Return a copy of every line in the records that includes the word "Rådmansgatan".

§ **RECORDS FOR THE TASK**

++++++++

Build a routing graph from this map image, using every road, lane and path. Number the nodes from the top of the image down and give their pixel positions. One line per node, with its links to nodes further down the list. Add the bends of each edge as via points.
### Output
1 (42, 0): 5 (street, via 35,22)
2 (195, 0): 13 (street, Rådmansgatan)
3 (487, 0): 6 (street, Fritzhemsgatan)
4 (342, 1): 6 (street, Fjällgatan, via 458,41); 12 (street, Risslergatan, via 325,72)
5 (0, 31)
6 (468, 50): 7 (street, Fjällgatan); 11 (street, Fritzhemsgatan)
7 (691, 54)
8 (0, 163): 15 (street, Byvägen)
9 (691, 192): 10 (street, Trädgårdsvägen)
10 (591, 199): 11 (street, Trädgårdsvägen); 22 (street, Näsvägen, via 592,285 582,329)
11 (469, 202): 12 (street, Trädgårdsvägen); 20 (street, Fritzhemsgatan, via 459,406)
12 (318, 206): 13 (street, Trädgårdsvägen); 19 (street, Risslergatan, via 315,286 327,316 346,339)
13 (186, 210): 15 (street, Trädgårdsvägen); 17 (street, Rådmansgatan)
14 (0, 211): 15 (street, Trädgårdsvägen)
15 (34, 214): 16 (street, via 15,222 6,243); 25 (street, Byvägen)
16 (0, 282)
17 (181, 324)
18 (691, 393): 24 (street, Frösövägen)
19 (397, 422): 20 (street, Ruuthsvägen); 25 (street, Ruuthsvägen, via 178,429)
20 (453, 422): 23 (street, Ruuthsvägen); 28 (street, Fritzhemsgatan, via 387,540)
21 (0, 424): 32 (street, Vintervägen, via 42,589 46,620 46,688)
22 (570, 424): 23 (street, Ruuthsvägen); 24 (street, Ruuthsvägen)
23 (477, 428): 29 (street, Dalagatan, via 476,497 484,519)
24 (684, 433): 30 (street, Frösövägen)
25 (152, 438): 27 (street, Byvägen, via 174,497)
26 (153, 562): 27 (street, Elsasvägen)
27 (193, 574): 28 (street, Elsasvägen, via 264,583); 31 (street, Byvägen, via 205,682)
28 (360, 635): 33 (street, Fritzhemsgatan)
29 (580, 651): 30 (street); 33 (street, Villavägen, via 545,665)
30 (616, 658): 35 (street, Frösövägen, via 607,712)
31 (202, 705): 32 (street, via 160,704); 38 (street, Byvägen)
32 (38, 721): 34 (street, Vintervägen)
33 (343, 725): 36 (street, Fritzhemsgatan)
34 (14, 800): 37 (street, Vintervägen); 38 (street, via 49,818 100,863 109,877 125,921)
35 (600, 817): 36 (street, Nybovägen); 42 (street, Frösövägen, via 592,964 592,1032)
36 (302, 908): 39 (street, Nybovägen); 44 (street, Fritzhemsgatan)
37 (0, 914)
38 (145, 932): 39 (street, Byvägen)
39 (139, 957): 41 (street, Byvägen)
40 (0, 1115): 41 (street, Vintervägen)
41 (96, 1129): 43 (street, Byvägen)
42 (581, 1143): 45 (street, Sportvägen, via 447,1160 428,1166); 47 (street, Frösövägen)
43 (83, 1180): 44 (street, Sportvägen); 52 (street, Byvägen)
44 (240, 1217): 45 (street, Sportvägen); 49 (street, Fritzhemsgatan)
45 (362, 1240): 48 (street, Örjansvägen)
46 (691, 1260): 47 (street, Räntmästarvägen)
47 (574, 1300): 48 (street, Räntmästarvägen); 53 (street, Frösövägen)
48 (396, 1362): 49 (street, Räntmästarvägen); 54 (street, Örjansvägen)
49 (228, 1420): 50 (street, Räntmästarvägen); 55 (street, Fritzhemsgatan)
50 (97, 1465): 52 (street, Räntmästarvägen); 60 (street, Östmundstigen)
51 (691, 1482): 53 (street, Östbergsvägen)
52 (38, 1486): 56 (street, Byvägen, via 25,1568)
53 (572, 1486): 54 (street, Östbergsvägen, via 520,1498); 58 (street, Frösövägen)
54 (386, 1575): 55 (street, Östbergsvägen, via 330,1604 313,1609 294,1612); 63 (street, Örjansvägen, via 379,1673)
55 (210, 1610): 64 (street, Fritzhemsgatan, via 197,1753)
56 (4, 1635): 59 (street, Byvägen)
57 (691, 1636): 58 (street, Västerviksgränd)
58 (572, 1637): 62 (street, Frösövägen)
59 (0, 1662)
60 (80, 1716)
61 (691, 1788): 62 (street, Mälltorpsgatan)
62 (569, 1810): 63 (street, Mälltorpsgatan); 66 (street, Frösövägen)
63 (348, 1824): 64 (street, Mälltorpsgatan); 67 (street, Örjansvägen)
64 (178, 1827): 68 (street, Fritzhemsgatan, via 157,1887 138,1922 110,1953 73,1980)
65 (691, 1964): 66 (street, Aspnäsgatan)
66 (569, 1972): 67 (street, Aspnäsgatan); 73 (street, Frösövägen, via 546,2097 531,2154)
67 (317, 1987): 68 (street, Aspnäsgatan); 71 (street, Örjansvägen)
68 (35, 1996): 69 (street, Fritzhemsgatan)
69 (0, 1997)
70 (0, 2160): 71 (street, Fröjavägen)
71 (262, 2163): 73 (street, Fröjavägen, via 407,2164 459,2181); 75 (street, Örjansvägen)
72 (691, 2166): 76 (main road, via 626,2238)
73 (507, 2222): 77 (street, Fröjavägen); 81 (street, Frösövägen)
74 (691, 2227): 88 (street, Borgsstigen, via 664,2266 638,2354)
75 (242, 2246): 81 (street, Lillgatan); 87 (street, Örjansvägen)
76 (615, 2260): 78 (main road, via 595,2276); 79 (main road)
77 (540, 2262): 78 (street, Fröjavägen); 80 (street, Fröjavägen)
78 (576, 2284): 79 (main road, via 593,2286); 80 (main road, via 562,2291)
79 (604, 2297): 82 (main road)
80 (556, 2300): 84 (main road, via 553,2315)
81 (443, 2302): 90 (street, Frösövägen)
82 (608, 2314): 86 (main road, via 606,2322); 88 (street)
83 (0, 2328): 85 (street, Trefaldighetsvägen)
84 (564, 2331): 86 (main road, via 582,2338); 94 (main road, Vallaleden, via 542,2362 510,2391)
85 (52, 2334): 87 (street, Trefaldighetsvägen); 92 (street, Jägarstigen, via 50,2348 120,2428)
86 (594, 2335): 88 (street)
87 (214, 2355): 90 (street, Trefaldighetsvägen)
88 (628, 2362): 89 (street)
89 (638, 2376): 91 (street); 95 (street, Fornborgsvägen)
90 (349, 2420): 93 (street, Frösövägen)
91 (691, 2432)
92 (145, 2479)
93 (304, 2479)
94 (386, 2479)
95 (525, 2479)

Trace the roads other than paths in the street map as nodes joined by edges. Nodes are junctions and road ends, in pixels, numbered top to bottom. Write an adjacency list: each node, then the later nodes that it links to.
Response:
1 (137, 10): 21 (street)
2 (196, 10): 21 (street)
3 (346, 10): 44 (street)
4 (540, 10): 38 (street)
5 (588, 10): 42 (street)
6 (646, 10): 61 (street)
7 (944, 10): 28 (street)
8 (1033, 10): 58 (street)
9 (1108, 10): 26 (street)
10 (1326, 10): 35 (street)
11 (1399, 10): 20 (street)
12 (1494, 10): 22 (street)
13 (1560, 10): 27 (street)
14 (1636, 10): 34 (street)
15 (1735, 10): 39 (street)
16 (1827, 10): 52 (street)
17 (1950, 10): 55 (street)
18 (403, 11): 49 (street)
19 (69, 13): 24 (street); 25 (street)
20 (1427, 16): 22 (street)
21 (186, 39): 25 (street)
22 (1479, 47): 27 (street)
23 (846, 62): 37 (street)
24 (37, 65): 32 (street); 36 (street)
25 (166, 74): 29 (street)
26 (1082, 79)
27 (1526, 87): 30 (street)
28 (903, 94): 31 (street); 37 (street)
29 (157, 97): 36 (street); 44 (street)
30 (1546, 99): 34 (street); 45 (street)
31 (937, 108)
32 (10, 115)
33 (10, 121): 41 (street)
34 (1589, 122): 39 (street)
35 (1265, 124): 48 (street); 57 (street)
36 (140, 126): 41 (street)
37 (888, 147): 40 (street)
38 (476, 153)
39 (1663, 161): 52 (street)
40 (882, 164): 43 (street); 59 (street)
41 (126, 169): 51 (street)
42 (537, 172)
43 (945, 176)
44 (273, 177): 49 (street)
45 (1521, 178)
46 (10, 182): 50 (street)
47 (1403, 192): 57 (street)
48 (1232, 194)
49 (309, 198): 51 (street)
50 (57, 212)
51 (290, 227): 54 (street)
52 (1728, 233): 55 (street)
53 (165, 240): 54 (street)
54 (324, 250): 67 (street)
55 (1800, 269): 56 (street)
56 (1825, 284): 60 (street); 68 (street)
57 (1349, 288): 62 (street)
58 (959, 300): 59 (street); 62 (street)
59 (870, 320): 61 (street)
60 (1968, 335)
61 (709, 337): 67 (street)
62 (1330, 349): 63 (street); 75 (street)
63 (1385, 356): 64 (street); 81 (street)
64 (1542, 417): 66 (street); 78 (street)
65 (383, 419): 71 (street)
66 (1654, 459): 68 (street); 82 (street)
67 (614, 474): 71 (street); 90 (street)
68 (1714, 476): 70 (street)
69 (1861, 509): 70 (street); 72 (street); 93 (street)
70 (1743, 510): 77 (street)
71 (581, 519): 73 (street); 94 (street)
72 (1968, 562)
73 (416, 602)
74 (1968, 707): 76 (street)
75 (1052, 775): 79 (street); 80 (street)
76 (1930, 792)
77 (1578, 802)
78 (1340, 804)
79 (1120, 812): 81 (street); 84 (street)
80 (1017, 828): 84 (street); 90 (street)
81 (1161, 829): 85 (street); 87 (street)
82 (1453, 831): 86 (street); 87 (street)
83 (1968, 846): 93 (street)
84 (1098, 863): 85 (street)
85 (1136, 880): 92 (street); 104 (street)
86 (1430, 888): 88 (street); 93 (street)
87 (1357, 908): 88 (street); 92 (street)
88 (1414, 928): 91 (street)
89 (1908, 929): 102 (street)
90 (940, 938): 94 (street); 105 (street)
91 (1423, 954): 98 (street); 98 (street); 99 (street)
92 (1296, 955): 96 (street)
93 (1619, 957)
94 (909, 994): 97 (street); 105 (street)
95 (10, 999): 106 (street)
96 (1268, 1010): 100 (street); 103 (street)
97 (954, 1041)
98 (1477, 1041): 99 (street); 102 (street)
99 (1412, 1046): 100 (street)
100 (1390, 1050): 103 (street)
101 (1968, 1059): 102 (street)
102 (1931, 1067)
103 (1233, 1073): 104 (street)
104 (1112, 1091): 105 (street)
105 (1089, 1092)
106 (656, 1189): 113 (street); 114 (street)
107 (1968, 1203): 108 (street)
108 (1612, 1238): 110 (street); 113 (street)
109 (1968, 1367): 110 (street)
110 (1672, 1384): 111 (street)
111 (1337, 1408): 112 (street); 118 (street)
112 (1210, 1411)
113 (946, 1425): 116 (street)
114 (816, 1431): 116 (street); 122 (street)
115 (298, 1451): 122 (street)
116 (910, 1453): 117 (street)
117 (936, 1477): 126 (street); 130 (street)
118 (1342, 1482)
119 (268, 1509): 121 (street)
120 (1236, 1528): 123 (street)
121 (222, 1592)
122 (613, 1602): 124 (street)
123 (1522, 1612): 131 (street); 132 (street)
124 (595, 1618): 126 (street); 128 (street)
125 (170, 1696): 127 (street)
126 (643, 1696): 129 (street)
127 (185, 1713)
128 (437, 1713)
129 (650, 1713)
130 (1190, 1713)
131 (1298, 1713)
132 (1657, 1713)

++++++++

§ **EXPECTED OUTPUT**
2 (195, 0): 13 (street, Rådmansgatan)
13 (186, 210): 15 (street, Trädgårdsvägen); 17 (street, Rådmansgatan)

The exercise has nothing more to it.